Workflow for rejecting code reviews

I have been assigned a code review in Crucible. We are not using JIRA or Fisheye; the code review was automatically assigned by the checkin comment through the smart commit feature.

After doing the code review, I noticed something that needs to be updated. So I want to "reject" the change. In other words, I want the developer to take action on the code review before the review is complete.

Do I:

1) Complete the code review with defect comments to show the code reviewer that I'm done, then when he commits and adds that changeset to the code review I will re-review it?

OR

2) Don't complete it until the developer makes changes that satisfy me. Trust that the developer gets notifications of my comments.

2 answers

1 accepted

For our development, we also run Crucible without JIRA (but with Fisheye). Our process says that a review can not be completed until all defects are resolved or postponed. (Postponing implies that we will open a tracking issue in our issue database.) The moderator is responsible for ensuring that all defects are resolved or rejected.

After trying different things, we finally found that tracking the state of the defect was best done by adding a new metric to defects, State. The state can only be changed by the writer of the defect. The state can be "open," "resolved," or "postponed." Additionally we track the Resolution of a defect: "Fixed," "Rejected," "Other," or "none".

By making the state part of the defect itself, the moderator can run queries through Crucible to look for the state of items. We also use a custom written tool that uses the REST API to generate reports that can be reviewed for before the review is summarized and/or closed.

Thanks for this. I didn't pay enough attention to Crucible settings, but this made me go back and figure out that you can add another Classification! Very useful!

Don't feel bad. It took me a couple of reviews to figure out that you could add them. Before that we were trying to use keywords in comments -- not a very good way to do it.

Hi John,

Could you let me know what kind of reports you are generating via the REST API? It'd be great to know more about the way you're using Crucible.

Cheers,

Sten Pittet
FishEye / Crucible Product Manager

The tool generates an HTML report that has hot-links back into Crucible. We use it for various stages from monitoring review progress and to generating an official report on reviews.

The basic content of a report is a section for each included review along with a summary of all reviews. For each of the section, the following information may be output:

  • Reviewed files
  • Review info (Author, Moderator, Reviewers, Create Date, etc.)
  • Comment and Defect Tables

The Defects are broken into 3 tables for the 3 states we use: Open, Resolved, Postponed. [A completed review should have no Open Defects.] Each comment and defect can include multiple configurable data columns, but typically they are:

  • Comment ID - linked to the Crucible item
  • File/Line
  • Ranking (for Defects)
  • Classification (for Defects)
  • The Comment (message)
  • Who wrote the comment/defect
  • All of the Replies
  • Status (our defect metric)
  • Resolution (our defect metric)

The basic types of reports we have found useful to generate with the tool are:

  • Report of Specific Closed Reviews (e.g. everthing for the next release)
  • Report of all reviews that are still Open with All Authors Complete
  • Report of Reviews in Summarize (waiting for our review of the review to close)
  • Report of Specific Issues (Comments/Defects) by ID

Thanks for the detailed answer!

We've made Moderator mandatory for now for just this reason. We're using option 1.

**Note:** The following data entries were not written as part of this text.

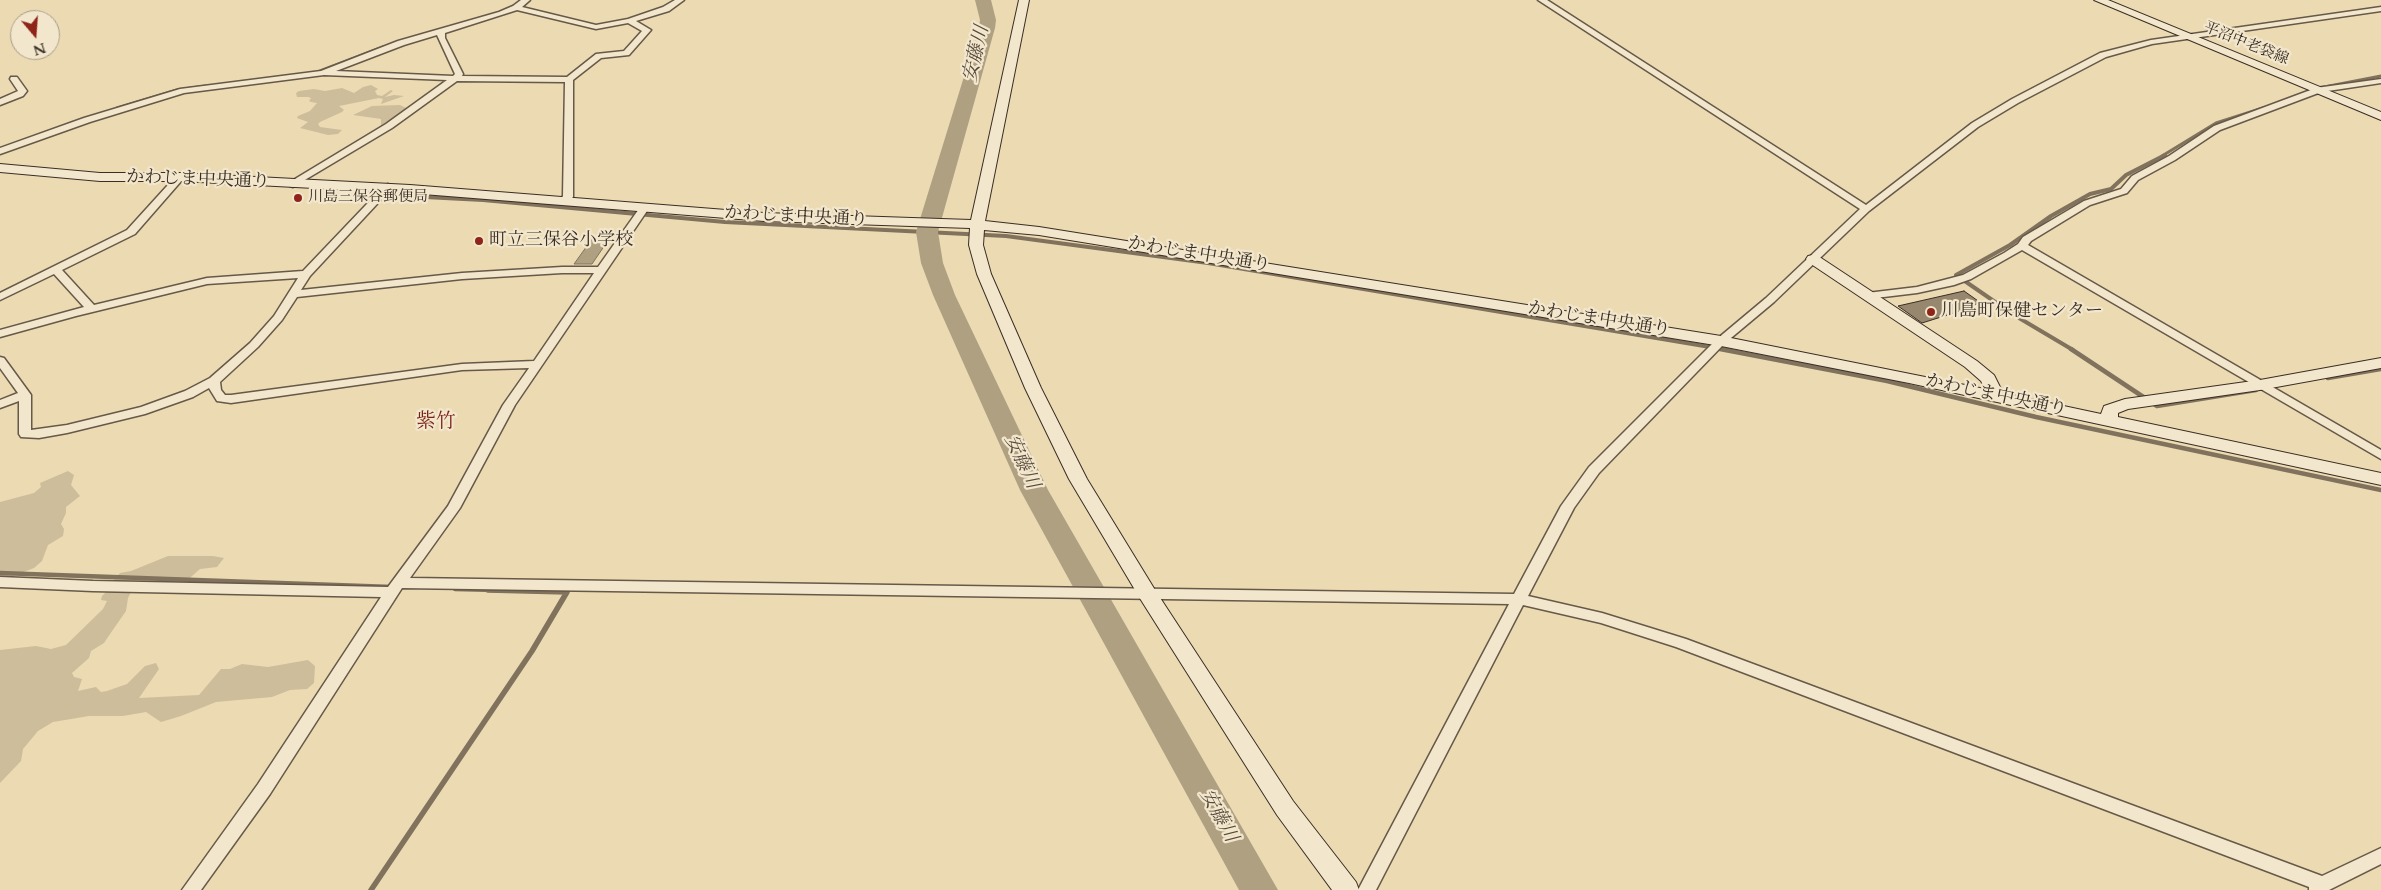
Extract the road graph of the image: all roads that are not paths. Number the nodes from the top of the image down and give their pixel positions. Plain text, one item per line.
1 (526, 0) edge
2 (680, 0) edge
3 (1024, 0) edge
4 (1542, 0) edge
5 (2099, 0) edge
6 (516, 8) junction
7 (2381, 9) edge
8 (629, 21) junction
9 (441, 33) junction
10 (2190, 37) junction
11 (323, 73) junction
12 (455, 78) junction
13 (14, 79) dead end
14 (570, 79) junction
15 (2381, 81) edge
16 (2319, 90) junction
17 (0, 102) edge
18 (2381, 116) edge
19 (0, 140) edge
20 (12, 146) junction
21 (0, 151) edge
22 (0, 168) edge
23 (180, 178) junction
24 (293, 184) junction
25 (388, 188) junction
26 (564, 201) junction
27 (644, 208) junction
28 (1866, 210) junction
29 (977, 224) junction
30 (2022, 246) junction
31 (1813, 259) junction
32 (57, 270) junction
33 (601, 270) junction
34 (306, 274) junction
35 (294, 294) junction
36 (1867, 296) junction
37 (0, 297) edge
38 (91, 308) junction
39 (0, 334) edge
40 (1720, 341) junction
41 (0, 360) edge
42 (2381, 363) edge
43 (535, 364) junction
44 (214, 382) junction
45 (2260, 384) junction
46 (26, 395) junction
47 (1997, 397) junction
48 (0, 404) edge
49 (2109, 420) junction
50 (2381, 455) edge
51 (2381, 479) edge
52 (0, 582) edge
53 (396, 587) junction
54 (1148, 595) junction
55 (1519, 599) junction
56 (2381, 856) edge
57 (2320, 887) edge
58 (190, 890) edge
59 (1347, 890) edge
60 (1367, 890) edge

1 - 6 street
2 - 8 street
3 - 29 street
4 - 28 street
5 - 10 street, 平沼中老袋線
6 - 8 street
6 - 9 street
7 - 10 street
8 - 14 street
9 - 11 street
9 - 12 street
10 - 16 street, 平沼中老袋線
10 - 28 street
11 - 12 street
11 - 20 street
12 - 14 street
12 - 24 street
13 - 17 street
14 - 26 street
15 - 16 street
16 - 18 street, 平沼中老袋線
16 - 30 street
19 - 20 street
20 - 21 street
22 - 23 street, かわじま中央通り
23 - 24 street, かわじま中央通り
23 - 32 street
24 - 25 street, かわじま中央通り
25 - 26 street, かわじま中央通り
25 - 34 street
26 - 27 street, かわじま中央通り
27 - 29 street, かわじま中央通り
27 - 33 street
28 - 31 street
29 - 40 street, かわじま中央通り
29 - 54 street
30 - 36 street
30 - 45 street
31 - 36 street
31 - 40 street
32 - 37 street
32 - 38 street
33 - 35 street
33 - 43 street
34 - 35 street
34 - 38 street
35 - 44 street
36 - 47 street
38 - 39 street
40 - 47 street, かわじま中央通り
40 - 55 street
41 - 46 street
42 - 45 street
43 - 44 street
43 - 53 street
44 - 46 street
45 - 49 street
45 - 50 street
46 - 48 street
47 - 49 street, かわじま中央通り
49 - 51 street, かわじま中央通り
52 - 53 street
53 - 54 street
53 - 58 street
54 - 55 street
54 - 59 street
55 - 57 street
55 - 60 street
56 - 57 street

Our review procedure states that the Moderator has responsibility to make sure everyone agrees with decisions and follows the process. Reviewers should verify their fixes are incorporated in the newly attached changeset, but Moderator will verify that work is complete.

We gave an exception to having all defects fixed. If the fix requires more than 10 working hours, and/or impacts a major project milestone, the Author may create JIRA Issues instead. That ensures that defects will be fixed at some point, and allows us to close the Review. Less than 10 hours, must be fixed before Review is closed.